This said, the whole audience soon found out his drift:
The convention was summon'd in favour of SWIFT.

[Footnote 1: Dr. Trapp or Trap, ridiculed by Swift in "The Tatler," No.
66, as parson Dapper. He was sent to Ireland as chaplain to Sir
Constantine Phipps, Lord Chancellor, in 1710-11. But in July, 1712, Swift
writes to Stella, "I have made Trap chaplain to Lord Bolingbroke, and
he is mighty happy and thankful for it." He translated the "Aeneid" into
blank verse.--_W. E. B._]
[Footnote 2: Prior, concerning whose "Journey to France," Swift wrote a
"formal relation, all pure invention," which had a great sale, and was a
"pure bite." See Journal to Stella, Sept., 1711.--_W. E. B._]

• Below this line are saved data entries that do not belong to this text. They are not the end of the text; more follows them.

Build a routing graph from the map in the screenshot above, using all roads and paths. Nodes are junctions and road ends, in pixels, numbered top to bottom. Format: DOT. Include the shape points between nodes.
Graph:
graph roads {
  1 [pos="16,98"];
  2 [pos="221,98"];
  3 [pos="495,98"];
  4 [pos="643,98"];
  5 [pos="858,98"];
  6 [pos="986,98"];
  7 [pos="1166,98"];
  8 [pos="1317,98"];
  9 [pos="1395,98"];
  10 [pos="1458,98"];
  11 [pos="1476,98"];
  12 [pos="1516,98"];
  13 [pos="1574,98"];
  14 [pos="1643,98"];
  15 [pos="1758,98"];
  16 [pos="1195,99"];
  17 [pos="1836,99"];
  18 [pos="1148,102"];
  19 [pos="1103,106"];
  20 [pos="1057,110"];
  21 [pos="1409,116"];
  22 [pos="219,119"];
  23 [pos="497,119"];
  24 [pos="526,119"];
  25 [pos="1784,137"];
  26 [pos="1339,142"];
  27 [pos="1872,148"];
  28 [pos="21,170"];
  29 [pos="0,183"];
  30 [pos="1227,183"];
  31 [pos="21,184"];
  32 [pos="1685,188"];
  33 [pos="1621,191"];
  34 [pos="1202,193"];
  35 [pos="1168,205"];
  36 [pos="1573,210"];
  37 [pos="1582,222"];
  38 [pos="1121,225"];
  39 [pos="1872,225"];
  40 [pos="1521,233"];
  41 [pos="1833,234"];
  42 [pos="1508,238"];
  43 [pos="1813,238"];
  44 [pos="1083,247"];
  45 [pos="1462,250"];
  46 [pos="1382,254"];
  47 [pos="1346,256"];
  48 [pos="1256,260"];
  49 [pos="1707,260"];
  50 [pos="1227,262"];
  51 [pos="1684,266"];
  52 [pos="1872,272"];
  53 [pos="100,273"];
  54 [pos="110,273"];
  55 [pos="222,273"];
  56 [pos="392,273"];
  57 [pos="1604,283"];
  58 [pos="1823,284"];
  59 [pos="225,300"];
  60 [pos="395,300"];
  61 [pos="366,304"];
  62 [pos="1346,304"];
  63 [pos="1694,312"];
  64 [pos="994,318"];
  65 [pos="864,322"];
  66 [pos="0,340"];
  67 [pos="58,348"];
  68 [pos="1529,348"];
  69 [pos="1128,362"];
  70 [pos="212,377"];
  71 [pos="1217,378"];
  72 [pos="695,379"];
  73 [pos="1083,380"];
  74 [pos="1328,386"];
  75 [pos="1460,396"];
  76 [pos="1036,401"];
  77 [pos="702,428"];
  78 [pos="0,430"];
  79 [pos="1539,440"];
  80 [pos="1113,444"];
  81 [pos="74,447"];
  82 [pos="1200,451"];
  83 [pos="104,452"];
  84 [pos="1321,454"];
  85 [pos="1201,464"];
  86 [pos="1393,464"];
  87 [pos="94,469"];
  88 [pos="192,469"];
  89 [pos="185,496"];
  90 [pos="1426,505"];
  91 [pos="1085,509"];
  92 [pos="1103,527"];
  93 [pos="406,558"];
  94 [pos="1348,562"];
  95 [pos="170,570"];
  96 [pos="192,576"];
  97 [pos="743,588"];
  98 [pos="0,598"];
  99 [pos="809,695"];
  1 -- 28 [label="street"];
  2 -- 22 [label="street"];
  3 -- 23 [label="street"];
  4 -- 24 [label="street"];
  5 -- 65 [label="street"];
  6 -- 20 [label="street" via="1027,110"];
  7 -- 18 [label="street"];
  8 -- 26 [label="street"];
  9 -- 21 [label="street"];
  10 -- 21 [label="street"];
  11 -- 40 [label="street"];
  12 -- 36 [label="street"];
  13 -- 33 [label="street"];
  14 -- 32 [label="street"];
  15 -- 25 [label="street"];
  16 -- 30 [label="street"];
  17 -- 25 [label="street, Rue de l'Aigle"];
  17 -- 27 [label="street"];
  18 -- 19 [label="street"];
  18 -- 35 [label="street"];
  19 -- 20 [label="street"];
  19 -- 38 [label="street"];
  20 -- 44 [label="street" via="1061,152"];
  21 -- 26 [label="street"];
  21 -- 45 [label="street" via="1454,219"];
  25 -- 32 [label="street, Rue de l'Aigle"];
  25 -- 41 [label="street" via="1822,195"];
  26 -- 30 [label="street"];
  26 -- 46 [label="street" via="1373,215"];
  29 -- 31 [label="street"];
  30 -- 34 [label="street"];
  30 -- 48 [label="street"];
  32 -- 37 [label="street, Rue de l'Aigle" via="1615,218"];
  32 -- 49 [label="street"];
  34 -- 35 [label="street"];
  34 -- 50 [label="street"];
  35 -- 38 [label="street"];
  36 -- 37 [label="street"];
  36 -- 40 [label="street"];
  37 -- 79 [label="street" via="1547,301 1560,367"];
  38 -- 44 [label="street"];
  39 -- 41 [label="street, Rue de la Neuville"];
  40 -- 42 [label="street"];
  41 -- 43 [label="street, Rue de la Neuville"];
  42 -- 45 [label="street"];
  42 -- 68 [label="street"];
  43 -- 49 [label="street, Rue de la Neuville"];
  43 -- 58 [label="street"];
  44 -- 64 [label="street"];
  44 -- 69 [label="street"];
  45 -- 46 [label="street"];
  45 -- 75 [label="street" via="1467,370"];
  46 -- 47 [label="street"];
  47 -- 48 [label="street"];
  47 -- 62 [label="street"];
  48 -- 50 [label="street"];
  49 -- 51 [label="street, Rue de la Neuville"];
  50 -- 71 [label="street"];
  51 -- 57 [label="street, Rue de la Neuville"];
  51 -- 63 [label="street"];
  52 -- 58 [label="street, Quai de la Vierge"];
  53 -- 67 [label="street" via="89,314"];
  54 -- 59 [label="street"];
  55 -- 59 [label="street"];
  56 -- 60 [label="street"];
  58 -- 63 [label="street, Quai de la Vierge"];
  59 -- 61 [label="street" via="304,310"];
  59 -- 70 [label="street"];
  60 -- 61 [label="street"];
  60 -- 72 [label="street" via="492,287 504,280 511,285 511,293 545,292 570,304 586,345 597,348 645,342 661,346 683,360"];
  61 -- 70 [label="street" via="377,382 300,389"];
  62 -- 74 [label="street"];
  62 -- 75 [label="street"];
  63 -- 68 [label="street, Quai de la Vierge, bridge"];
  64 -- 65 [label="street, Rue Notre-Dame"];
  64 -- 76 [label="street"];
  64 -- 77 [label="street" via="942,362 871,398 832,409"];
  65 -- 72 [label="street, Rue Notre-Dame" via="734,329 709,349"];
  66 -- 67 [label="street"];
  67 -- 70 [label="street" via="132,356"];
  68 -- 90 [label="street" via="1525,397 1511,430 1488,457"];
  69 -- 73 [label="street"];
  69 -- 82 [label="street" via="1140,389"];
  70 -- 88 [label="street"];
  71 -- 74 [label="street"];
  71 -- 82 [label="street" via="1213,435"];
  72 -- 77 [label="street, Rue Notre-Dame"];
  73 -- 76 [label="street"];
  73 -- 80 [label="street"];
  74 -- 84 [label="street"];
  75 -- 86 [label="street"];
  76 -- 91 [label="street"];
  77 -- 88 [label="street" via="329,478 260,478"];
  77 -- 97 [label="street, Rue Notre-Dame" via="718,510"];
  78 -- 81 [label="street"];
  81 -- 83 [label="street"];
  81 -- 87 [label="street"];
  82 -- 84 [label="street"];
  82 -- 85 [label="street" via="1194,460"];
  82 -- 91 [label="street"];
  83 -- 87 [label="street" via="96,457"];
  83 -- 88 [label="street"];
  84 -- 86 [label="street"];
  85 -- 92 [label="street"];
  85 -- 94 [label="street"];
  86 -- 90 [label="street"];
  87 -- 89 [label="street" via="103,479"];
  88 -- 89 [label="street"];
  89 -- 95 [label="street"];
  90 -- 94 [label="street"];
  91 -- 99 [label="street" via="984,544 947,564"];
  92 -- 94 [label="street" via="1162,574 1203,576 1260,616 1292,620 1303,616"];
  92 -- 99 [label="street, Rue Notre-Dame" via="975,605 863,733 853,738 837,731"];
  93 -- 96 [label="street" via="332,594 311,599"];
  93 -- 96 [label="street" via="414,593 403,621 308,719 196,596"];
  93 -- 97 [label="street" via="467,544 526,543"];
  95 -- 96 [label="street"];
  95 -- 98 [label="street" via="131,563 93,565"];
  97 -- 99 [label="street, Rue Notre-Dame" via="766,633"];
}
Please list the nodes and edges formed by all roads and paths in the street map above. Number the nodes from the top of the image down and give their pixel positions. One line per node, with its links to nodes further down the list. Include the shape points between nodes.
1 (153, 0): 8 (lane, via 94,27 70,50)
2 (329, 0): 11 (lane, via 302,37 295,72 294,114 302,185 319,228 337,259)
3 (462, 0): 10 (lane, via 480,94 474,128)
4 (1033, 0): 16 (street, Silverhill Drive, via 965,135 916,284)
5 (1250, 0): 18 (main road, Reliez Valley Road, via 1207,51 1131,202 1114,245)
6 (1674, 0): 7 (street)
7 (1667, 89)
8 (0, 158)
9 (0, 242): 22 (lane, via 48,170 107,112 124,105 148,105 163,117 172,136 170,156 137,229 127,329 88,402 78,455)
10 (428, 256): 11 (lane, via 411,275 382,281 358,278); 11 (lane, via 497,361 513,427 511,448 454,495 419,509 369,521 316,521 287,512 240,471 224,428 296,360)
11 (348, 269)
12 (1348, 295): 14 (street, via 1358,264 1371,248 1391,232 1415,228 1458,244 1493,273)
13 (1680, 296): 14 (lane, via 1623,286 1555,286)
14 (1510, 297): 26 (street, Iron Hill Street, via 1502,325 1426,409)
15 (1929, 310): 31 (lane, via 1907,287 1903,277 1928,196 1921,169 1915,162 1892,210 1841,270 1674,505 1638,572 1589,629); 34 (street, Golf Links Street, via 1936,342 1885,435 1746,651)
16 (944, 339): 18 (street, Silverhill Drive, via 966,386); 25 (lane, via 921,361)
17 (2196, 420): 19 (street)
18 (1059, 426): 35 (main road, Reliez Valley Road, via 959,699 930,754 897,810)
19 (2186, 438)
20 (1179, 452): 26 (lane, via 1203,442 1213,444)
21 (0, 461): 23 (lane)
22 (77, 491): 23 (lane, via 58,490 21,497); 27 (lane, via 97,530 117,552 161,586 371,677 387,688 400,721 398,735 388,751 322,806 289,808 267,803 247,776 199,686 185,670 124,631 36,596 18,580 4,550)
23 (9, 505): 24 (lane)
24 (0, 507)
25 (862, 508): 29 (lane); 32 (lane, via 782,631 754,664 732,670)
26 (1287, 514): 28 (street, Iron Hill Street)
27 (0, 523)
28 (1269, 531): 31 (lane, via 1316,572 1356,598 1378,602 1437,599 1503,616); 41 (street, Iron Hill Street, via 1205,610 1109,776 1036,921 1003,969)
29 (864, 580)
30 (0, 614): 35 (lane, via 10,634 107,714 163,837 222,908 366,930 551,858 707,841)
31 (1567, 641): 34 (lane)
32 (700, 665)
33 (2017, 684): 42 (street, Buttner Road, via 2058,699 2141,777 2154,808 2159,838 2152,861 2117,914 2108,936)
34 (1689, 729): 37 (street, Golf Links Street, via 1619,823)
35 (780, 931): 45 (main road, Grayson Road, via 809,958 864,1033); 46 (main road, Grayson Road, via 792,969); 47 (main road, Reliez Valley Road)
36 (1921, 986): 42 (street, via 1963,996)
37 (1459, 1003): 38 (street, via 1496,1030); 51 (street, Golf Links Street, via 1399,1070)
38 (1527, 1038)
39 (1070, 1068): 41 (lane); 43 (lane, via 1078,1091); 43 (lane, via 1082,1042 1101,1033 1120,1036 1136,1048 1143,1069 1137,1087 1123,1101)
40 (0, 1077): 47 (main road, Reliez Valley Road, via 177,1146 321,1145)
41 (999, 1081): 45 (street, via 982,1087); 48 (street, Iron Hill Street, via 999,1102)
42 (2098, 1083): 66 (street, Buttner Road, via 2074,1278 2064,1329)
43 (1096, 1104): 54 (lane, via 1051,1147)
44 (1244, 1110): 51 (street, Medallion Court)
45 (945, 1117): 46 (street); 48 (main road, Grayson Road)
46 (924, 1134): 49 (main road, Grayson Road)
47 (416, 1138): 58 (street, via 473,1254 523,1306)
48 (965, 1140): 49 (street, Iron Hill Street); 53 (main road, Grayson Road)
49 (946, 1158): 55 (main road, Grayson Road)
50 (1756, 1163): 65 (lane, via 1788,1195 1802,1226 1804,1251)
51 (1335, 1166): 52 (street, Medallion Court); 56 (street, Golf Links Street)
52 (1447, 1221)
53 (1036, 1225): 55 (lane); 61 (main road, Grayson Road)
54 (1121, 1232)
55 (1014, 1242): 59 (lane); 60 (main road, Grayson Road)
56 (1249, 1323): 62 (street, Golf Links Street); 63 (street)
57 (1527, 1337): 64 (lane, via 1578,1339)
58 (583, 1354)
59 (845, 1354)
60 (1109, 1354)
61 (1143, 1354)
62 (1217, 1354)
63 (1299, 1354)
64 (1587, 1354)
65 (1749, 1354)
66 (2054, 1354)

[Footnote 3: Pope, and his translations of the "Iliad" and
"Odyssey."--_W. E. B._]
[Footnote 4: Gay; alluding to his "Trivia."--_N_.]
[Footnote 5: Diana.]


APOLLO'S EDICT
OCCASIONED BY "NEWS FROM PARNASSUS"
Ireland is now our royal care,
We lately fix'd our viceroy there.
How near was she to be undone,
Till pious love inspired her son!
What cannot our vicegerent do,
As poet and as patriot too?
Let his success our subjects sway,
Our inspirations to obey,
And follow where he leads the way:
Then study to correct your taste;
Nor beaten paths be longer traced.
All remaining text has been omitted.